New Zealanders breathed a little more easily on Friday, although smokers grumbled, as it became the third country in the world to ban smoking in bars and restaurants.

The South Pacific nation, which sells itself to the world as ‘clean and green’, followed Norway, Ireland and a host of cities in the United States in banning smoking in licensed premises to reduce exposure to secondhand smoke.

“It’s one of the last bastions, smoking at the pub,” said Greg Argent, a smoker for 24 years.

“It won’t make me give up. If anything it’ll make me more determined - big brother telling me what to do,” he told Reuters, braving rain and wind outside Wellington’s Syn Bar as his non-smoking friends sat in comfort indoors.

Some bar owners have readily accepted the new law, but others have gone to some lengths to get around the ban.

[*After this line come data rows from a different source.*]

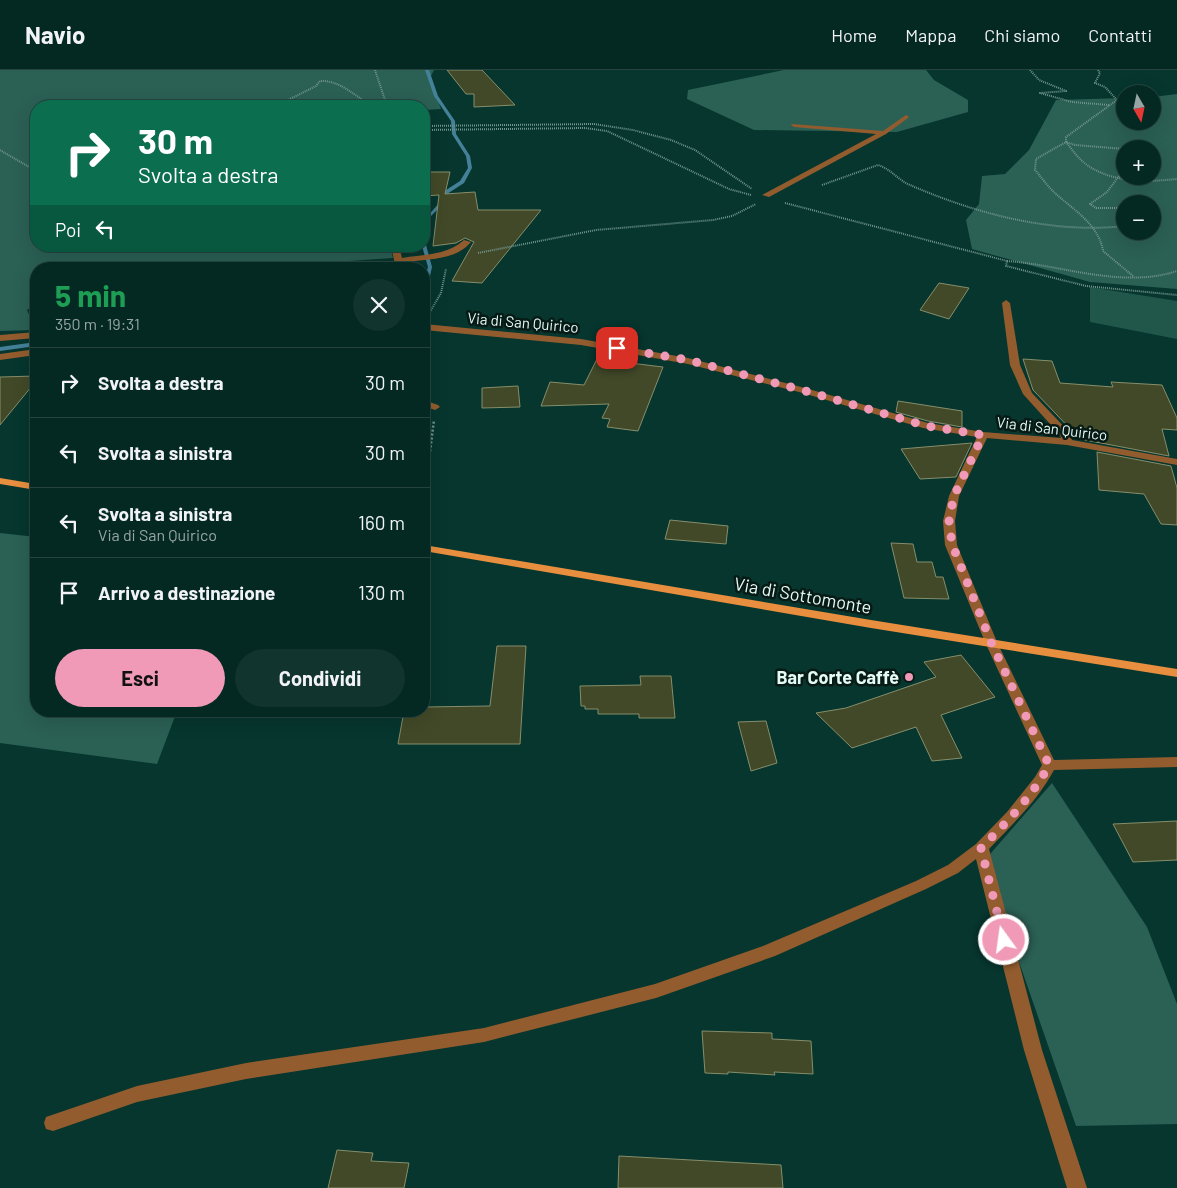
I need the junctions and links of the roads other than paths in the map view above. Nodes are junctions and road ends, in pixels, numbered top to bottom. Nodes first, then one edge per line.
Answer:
1 (906, 117) dead end
2 (794, 125) dead end
3 (884, 134) junction
4 (763, 198) road end
5 (467, 242) dead end
6 (404, 262) edge
7 (1006, 303) dead end
8 (430, 329) edge
9 (30, 336) edge
10 (0, 338) edge
11 (30, 353) edge
12 (0, 357) edge
13 (430, 405) edge
14 (435, 407) road end
15 (983, 435) junction
16 (1067, 442) junction
17 (1177, 462) edge
18 (0, 481) edge
19 (30, 485) edge
20 (430, 549) edge
21 (991, 642) junction
22 (1177, 673) edge
23 (1177, 762) edge
24 (1049, 765) junction
25 (981, 848) junction
26 (53, 1123) dead end
27 (1076, 1188) edge

1 - 3 street
2 - 3 street
3 - 4 street
5 - 6 street
7 - 16 street
8 - 15 street, Via di San Quirico
9 - 10 street
11 - 12 street
13 - 14 street
15 - 16 street, Via di San Quirico
15 - 21 street
16 - 17 street, Via di San Quirico
18 - 19 main road
20 - 21 main road, Via di Sottomonte
21 - 22 main road, Via di Sottomonte
21 - 24 street
23 - 24 street
24 - 25 street
25 - 26 street
25 - 27 street

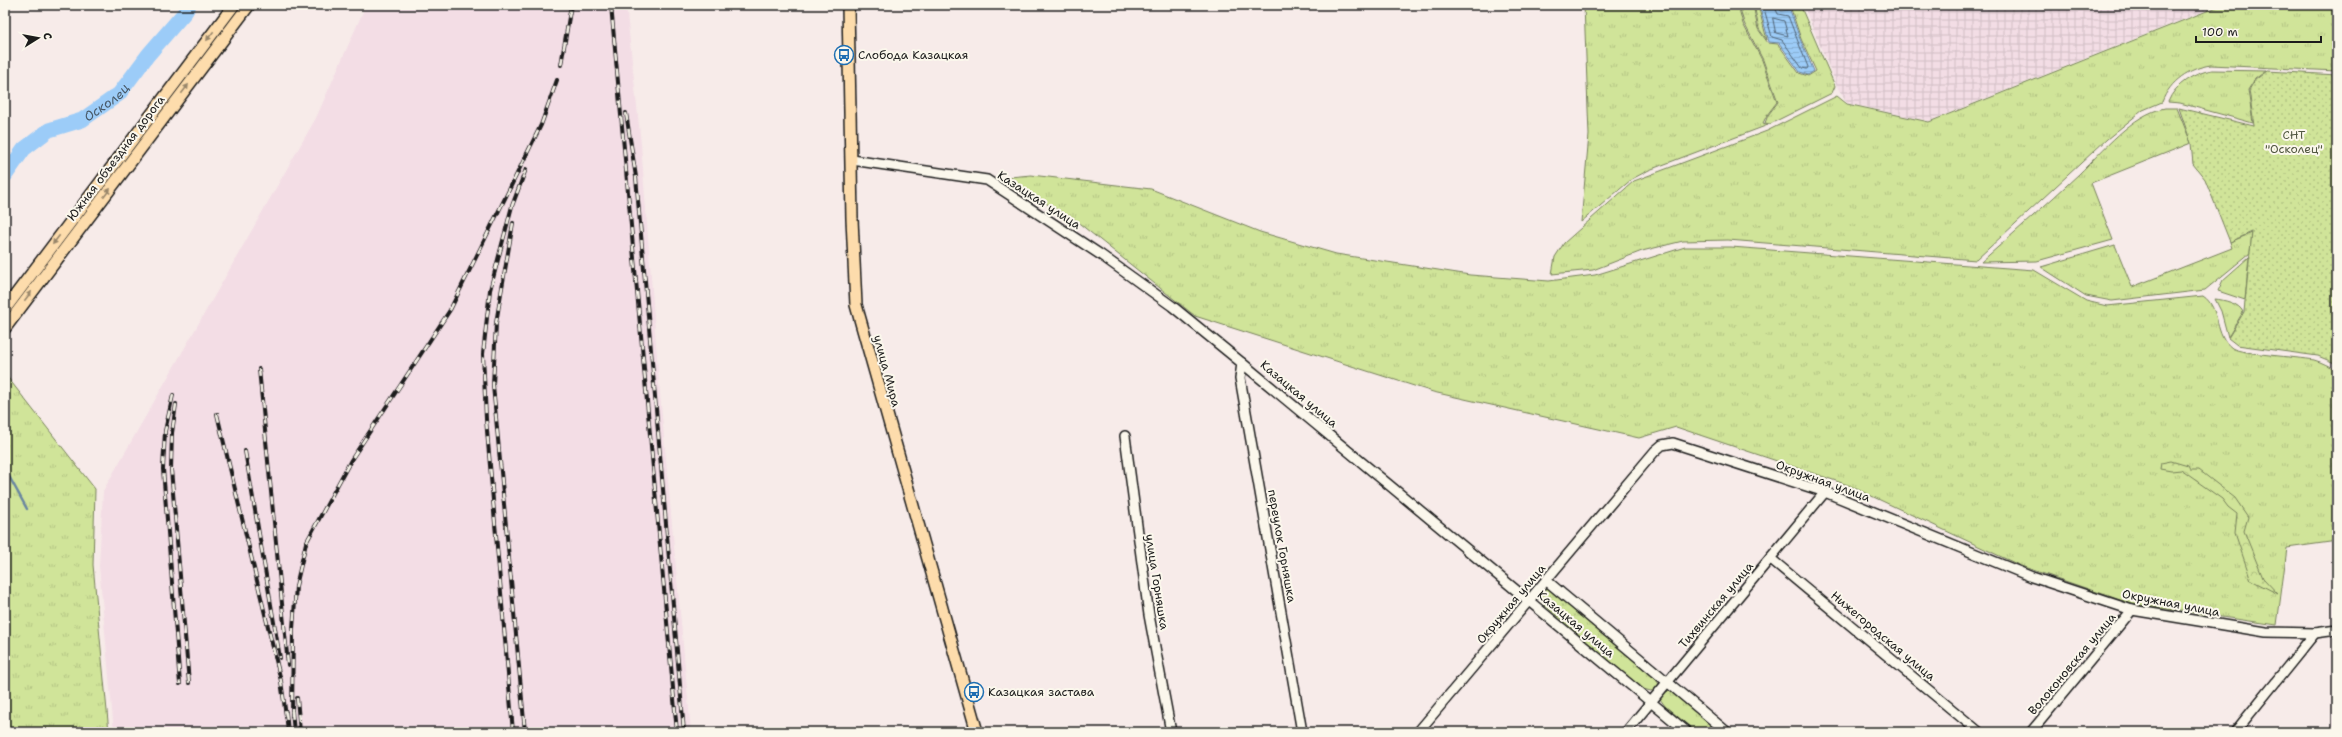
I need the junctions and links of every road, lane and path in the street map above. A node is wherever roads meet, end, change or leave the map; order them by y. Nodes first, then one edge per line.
1 (234, 5) edge
2 (249, 5) edge
3 (848, 5) edge
4 (852, 160) junction
5 (5, 309) edge
6 (5, 328) edge
7 (1242, 363) junction
8 (1125, 436) dead end
9 (1825, 492) junction
10 (1771, 559) junction
11 (1547, 581) junction
12 (1530, 601) junction
13 (2132, 610) junction
14 (2337, 630) edge
15 (2315, 633) junction
16 (1666, 682) junction
17 (1650, 701) junction
18 (976, 732) edge
19 (1171, 732) edge
20 (1302, 732) edge
21 (1418, 732) edge
22 (1626, 732) edge
23 (1687, 732) edge
24 (1727, 732) edge
25 (1979, 732) edge
26 (2031, 732) edge
27 (2234, 732) edge

1 -> 5 main road, Южная объездная дорога
6 -> 2 main road, Южная объездная дорога
3 - 4 main road, улица Мира
4 - 7 street, Казацкая улица
4 - 18 main road, улица Мира
7 - 12 street, Казацкая улица
7 - 20 street, переулок Горняшка
8 - 19 street, улица Горняшка
9 - 10 street, Тихвинская улица
9 - 11 street, Окружная улица
9 - 13 street, Окружная улица
10 - 16 street, Тихвинская улица
10 - 25 street, Нижегородская улица
11 - 12 street, Окружная улица
11 - 16 street, Казацкая улица
12 - 17 street, Казацкая улица
12 - 21 street, Окружная улица
13 - 15 street, Окружная улица
13 - 26 street, Волоконовская улица
14 - 15 street, Окружная улица
15 - 27 street
16 - 17 street, Тихвинская улица
16 - 24 street, Казацкая улица
17 - 22 street, Тихвинская улица
17 - 23 street, Казацкая улица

One country pub owner is converting a truck and trailer used to transport livestock for his smoking patrons, parking it outside his premises and covering it with some “tasteful” sail material. Inner city hotels have created “courtyards” by cutting holes in walls and roofs.

The prospect of millions more butts ending up in city streets has prompted authorities in Auckland, the country’s biggest city, to give away free pocket-sized butt containers.

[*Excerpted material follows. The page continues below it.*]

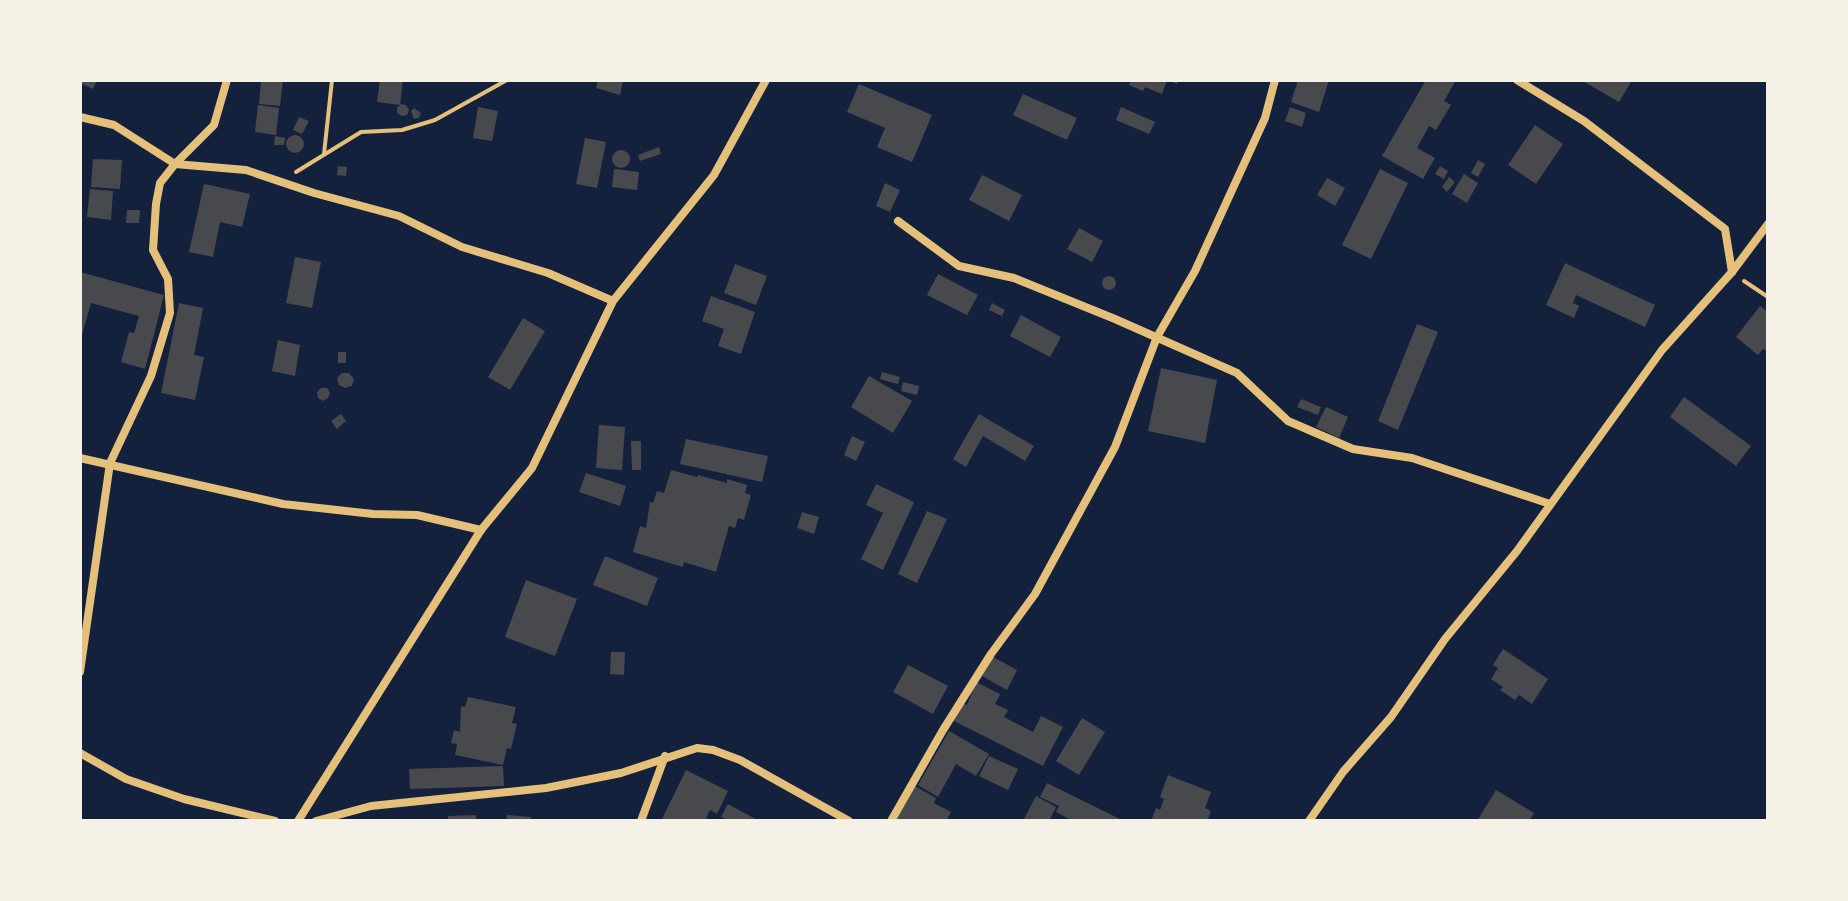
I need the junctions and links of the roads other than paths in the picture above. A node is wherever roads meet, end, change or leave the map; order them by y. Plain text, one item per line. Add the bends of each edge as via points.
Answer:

The new law extends a 1990 ban on smoking in offices, shops and public buildings to pubs, clubs, restaurants, casinos and school grounds, as well limiting the display of tobacco products in shops.

Opponents, including some waiters and bar staff, have complained loudly about the risk of drink-tampering, increased noise and crowding on pavements, loss of freedom, and the death of the country pub.

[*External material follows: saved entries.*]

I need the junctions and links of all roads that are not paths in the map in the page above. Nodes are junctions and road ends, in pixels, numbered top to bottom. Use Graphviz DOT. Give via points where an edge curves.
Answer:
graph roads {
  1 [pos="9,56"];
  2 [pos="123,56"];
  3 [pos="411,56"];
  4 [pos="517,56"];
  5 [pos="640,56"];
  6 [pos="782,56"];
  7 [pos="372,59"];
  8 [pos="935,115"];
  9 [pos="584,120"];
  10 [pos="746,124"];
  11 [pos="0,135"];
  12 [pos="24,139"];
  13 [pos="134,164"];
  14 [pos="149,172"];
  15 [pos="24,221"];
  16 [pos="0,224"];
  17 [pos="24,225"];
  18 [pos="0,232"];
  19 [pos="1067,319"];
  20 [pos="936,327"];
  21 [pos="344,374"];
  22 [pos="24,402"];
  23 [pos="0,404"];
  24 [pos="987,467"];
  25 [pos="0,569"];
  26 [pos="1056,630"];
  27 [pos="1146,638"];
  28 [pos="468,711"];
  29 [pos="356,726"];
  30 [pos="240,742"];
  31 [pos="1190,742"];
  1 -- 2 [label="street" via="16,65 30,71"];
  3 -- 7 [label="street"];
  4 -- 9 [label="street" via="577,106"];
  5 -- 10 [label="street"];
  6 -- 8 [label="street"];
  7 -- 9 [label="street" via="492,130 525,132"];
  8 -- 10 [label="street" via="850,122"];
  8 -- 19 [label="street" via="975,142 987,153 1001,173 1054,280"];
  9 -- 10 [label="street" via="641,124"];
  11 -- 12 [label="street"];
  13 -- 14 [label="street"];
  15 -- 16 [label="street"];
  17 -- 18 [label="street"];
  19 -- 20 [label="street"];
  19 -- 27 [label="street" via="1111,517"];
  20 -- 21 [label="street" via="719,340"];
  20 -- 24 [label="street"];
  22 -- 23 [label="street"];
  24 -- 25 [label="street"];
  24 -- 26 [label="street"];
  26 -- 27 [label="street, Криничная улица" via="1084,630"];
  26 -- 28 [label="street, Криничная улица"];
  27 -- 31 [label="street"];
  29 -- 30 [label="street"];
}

But supporters have been no less passionate, extolling the virtues of clean air and healthy workplaces.

“It’s fantastic that New Zealanders can now enjoy a drink in a bar and go home without smelling like an ashtray,” Green Party Health spokeswoman Sue Kedgley said.

Under the new law, bar and restaurant owners are liable to fines of up to NZ$400 ($286) if they do not take reasonable steps to stop people smoking indoors.

But health officials are relying more on peer pressure to enforce the law. A handful of officials will follow up complaints, during office hours, rather than troll the country’s bars in search of wayward smokers.

The hotel industry was generally resigned to, but did not want, the new rules.

The Chief Executive of the Hospitality Association, Bruce Robertson, said one study suggested businesses could have lost between 20 and 40 percent of their income under initial proposed changes to the bill.

“Certainly the information we have from our colleagues in Ireland is that results will be mixed, and we came to the view that those operators who embraced it and tried to make it work would have less economic harm than those that did not do so,” Robertson told Reuters.

New Zealand also hopes the ban will have the spinoff of getting people to quit. About a quarter of adults smoke, well above a World Health Organization goal of 20 percent, but little changed from the number who were smoking at the time of the original ban in 1990.